The channel for Turkey Creek begins where rain water collects in eastern edges of the watershed behind the damns at Cosby Lake, Shadow Lake and Lake in the Woods in Clay. Once the water moves past the damns the stream channel gently winds west through the valleys below Keeler Mountain, Blackoak Mountain and Brushy Mountain. Raccoon Creek, the largest tributary to Turkey Creek, flows through Sweeney Hollow in Pinson, Alabama. By the time the water gets to the Preserve’s canyon, called the Narrows, it has drained 25 square miles of land.
The stream channel at The Narrows becomes twisted with sharp turns after passing through the tight gap between West Red Mountain and Sand Mountain. Downstream the creek water meets the Locust Fork of the Black Warrior River and eventually flows into the Gulf of Mexico.

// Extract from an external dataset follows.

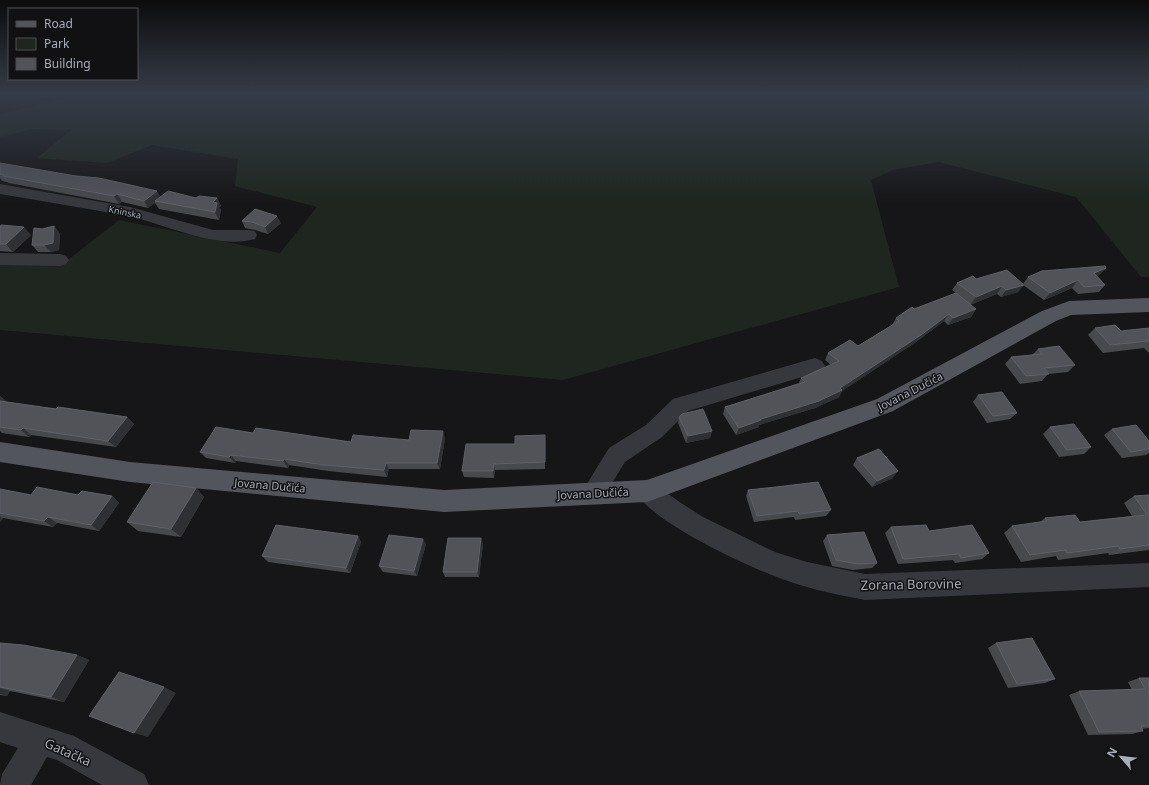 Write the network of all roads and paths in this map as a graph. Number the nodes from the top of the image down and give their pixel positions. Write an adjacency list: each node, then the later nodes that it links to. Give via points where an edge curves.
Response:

The groundwater feeding the creek in the limestone valleys adds complexity to the water quality in Turkey Creek. The cool water spilling over The Falls at Turkey Creek begins seeping out of the ground southeast of The Narrows. The springs emerge between Dug Hollow Road in an area of ‘karst’ and behind Pinson High School at Tapawingo Springs (also known as Penney Springs). Below the ground porous limestone allows groundwater to breach the surface as springs or seeps adding water to the creek beds. These springs provide the conditions for unique ecosystems that harbor some of the Southeast’s rarest aquatic animals.